#### Instructions to follow:
Leaving out the images, reproduce every line of the data that follows exactly.

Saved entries
__________________________________________________

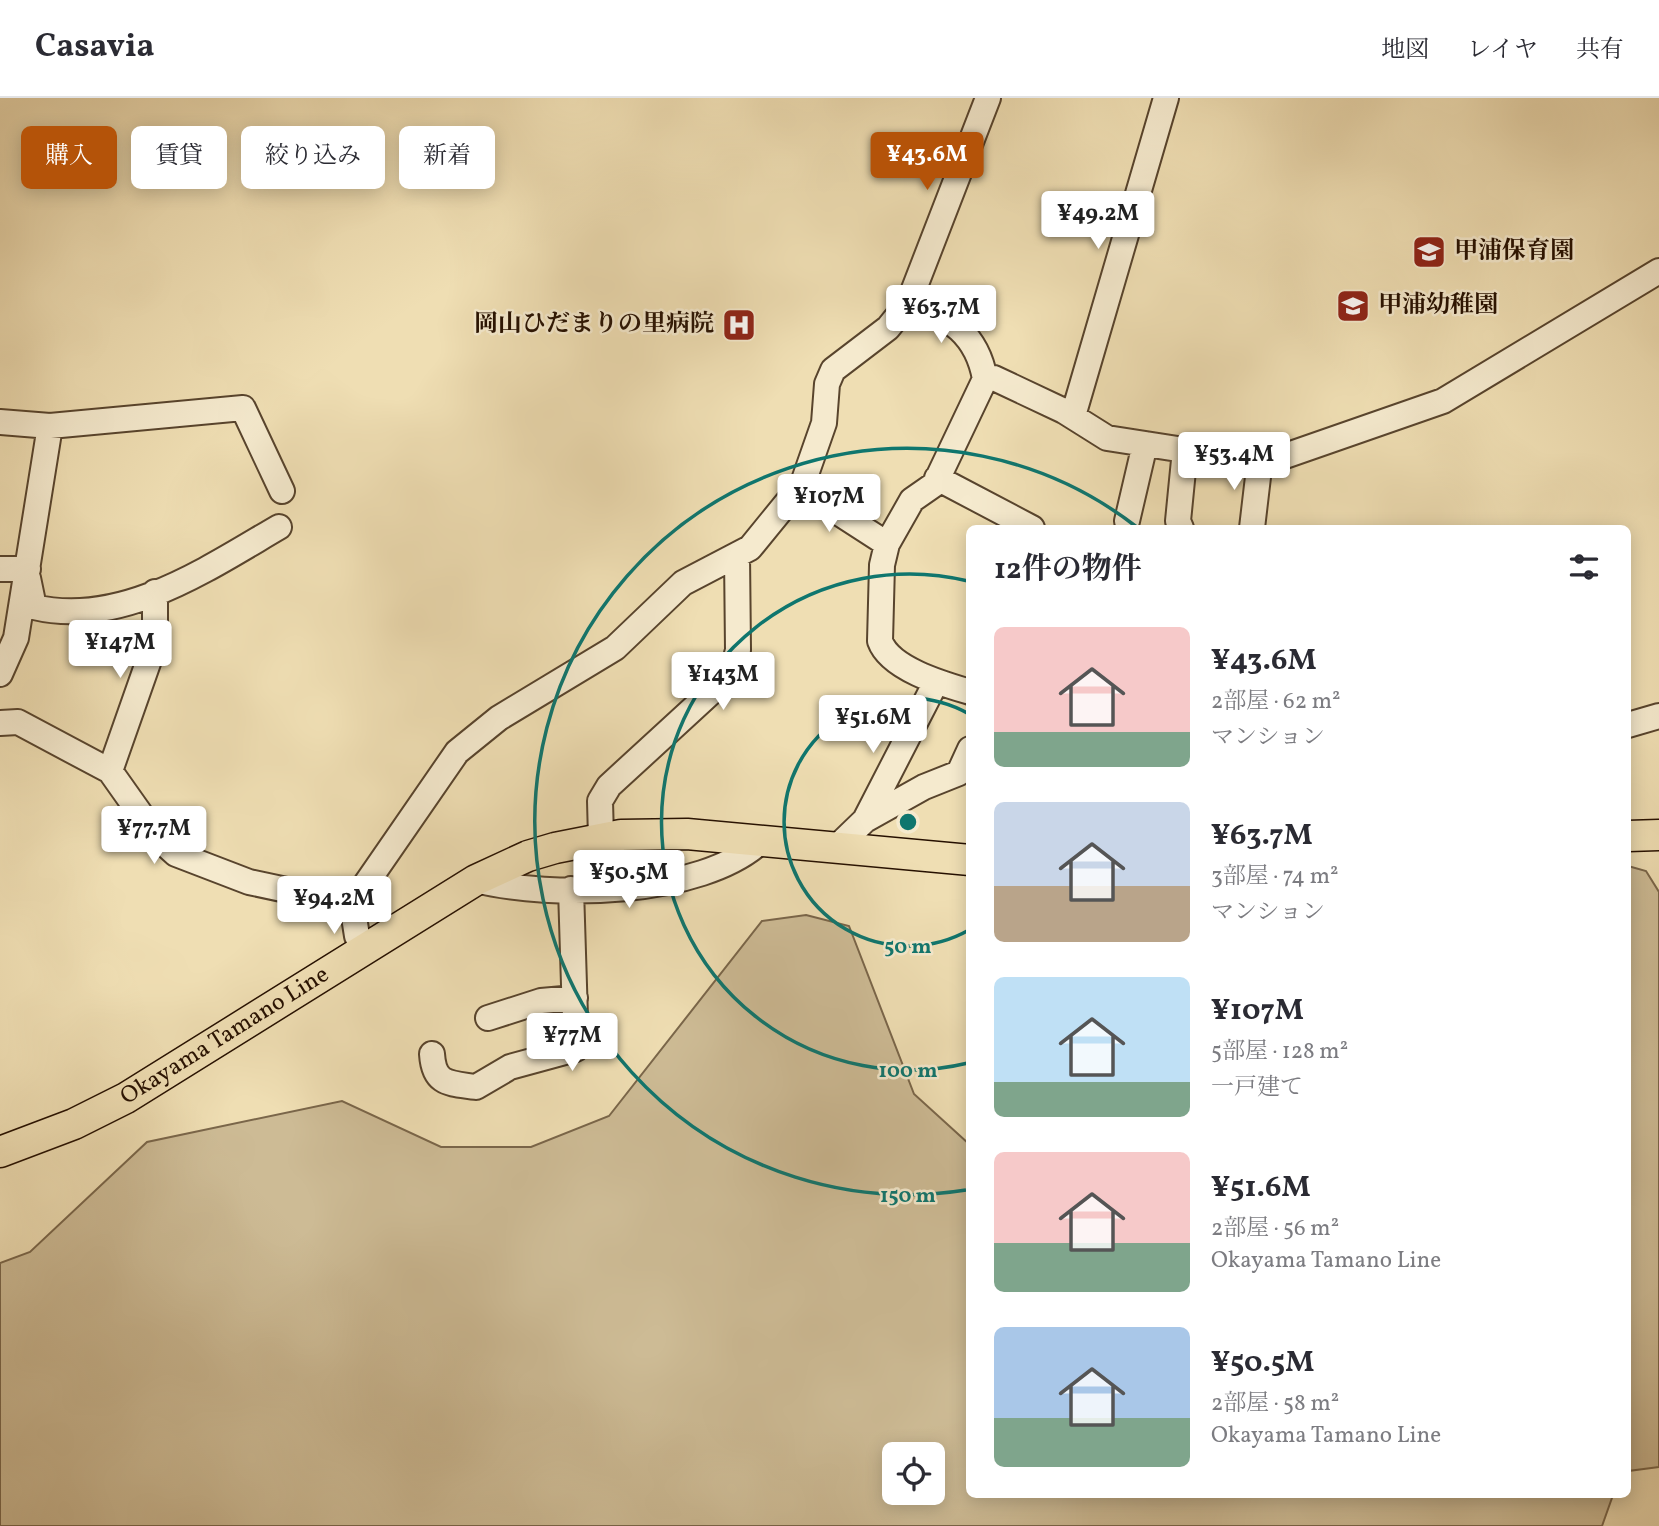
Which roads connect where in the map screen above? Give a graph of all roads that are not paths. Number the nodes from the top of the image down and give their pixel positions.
1 (988, 98) edge
2 (1166, 98) edge
3 (1659, 271) edge
4 (909, 302) junction
5 (985, 379) junction
6 (1073, 416) junction
7 (0, 422) edge
8 (50, 426) junction
9 (1145, 444) junction
10 (1185, 450) junction
11 (1260, 460) junction
12 (937, 478) junction
13 (803, 483) junction
14 (282, 491) dead end
15 (1127, 521) dead end
16 (1026, 525) edge
17 (1180, 525) edge
18 (1252, 525) edge
19 (279, 527) dead end
20 (887, 544) junction
21 (737, 555) junction
22 (0, 569) edge
23 (28, 573) junction
24 (155, 593) junction
25 (0, 674) edge
26 (936, 682) junction
27 (966, 691) edge
28 (1659, 716) edge
29 (0, 723) edge
30 (1631, 723) edge
31 (966, 760) edge
32 (110, 771) junction
33 (865, 820) junction
34 (1659, 835) edge
35 (1631, 836) edge
36 (601, 838) junction
37 (761, 841) junction
38 (836, 848) junction
39 (966, 860) edge
40 (477, 880) junction
41 (571, 889) junction
42 (352, 904) junction
43 (365, 950) junction
44 (575, 998) junction
45 (488, 1018) dead end
46 (432, 1054) dead end
47 (0, 1152) edge

1 - 4 street
2 - 6 street
3 - 11 street
4 - 5 street
4 - 13 street
5 - 6 street
5 - 12 street
6 - 9 street
7 - 8 street
8 - 14 street
8 - 23 street
9 - 10 street
9 - 15 street
10 - 11 street
10 - 17 street
11 - 18 street
12 - 16 street
12 - 20 street
13 - 20 street
13 - 21 street
19 - 24 street
20 - 26 street
21 - 36 street
21 - 42 street
22 - 23 street
23 - 24 street
23 - 25 street
24 - 32 street
26 - 27 street
26 - 33 street
28 - 30 street
29 - 32 street
31 - 33 street
32 - 42 street
33 - 38 street
34 - 35 main road
36 - 37 main road, Okayama Tamano Line
36 - 40 main road, Okayama Tamano Line
37 - 38 main road, Okayama Tamano Line
37 - 41 street
38 - 39 main road, Okayama Tamano Line
40 - 41 street
40 - 43 main road, Okayama Tamano Line
41 - 44 street
42 - 43 street
43 - 47 main road, Okayama Tamano Line
44 - 45 street
44 - 46 street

__________________________________________________

#### Result below:
Which roads connect where in the map screen above? Give a graph of all roads that are not paths. Number the nodes from the top of the image down and give their pixel positions.
1 (988, 98) edge
2 (1166, 98) edge
3 (1659, 271) edge
4 (909, 302) junction
5 (985, 379) junction
6 (1073, 416) junction
7 (0, 422) edge
8 (50, 426) junction
9 (1145, 444) junction
10 (1185, 450) junction
11 (1260, 460) junction
12 (937, 478) junction
13 (803, 483) junction
14 (282, 491) dead end
15 (1127, 521) dead end
16 (1026, 525) edge
17 (1180, 525) edge
18 (1252, 525) edge
19 (279, 527) dead end
20 (887, 544) junction
21 (737, 555) junction
22 (0, 569) edge
23 (28, 573) junction
24 (155, 593) junction
25 (0, 674) edge
26 (936, 682) junction
27 (966, 691) edge
28 (1659, 716) edge
29 (0, 723) edge
30 (1631, 723) edge
31 (966, 760) edge
32 (110, 771) junction
33 (865, 820) junction
34 (1659, 835) edge
35 (1631, 836) edge
36 (601, 838) junction
37 (761, 841) junction
38 (836, 848) junction
39 (966, 860) edge
40 (477, 880) junction
41 (571, 889) junction
42 (352, 904) junction
43 (365, 950) junction
44 (575, 998) junction
45 (488, 1018) dead end
46 (432, 1054) dead end
47 (0, 1152) edge

1 - 4 street
2 - 6 street
3 - 11 street
4 - 5 street
4 - 13 street
5 - 6 street
5 - 12 street
6 - 9 street
7 - 8 street
8 - 14 street
8 - 23 street
9 - 10 street
9 - 15 street
10 - 11 street
10 - 17 street
11 - 18 street
12 - 16 street
12 - 20 street
13 - 20 street
13 - 21 street
19 - 24 street
20 - 26 street
21 - 36 street
21 - 42 street
22 - 23 street
23 - 24 street
23 - 25 street
24 - 32 street
26 - 27 street
26 - 33 street
28 - 30 street
29 - 32 street
31 - 33 street
32 - 42 street
33 - 38 street
34 - 35 main road
36 - 37 main road, Okayama Tamano Line
36 - 40 main road, Okayama Tamano Line
37 - 38 main road, Okayama Tamano Line
37 - 41 street
38 - 39 main road, Okayama Tamano Line
40 - 41 street
40 - 43 main road, Okayama Tamano Line
41 - 44 street
42 - 43 street
43 - 47 main road, Okayama Tamano Line
44 - 45 street
44 - 46 street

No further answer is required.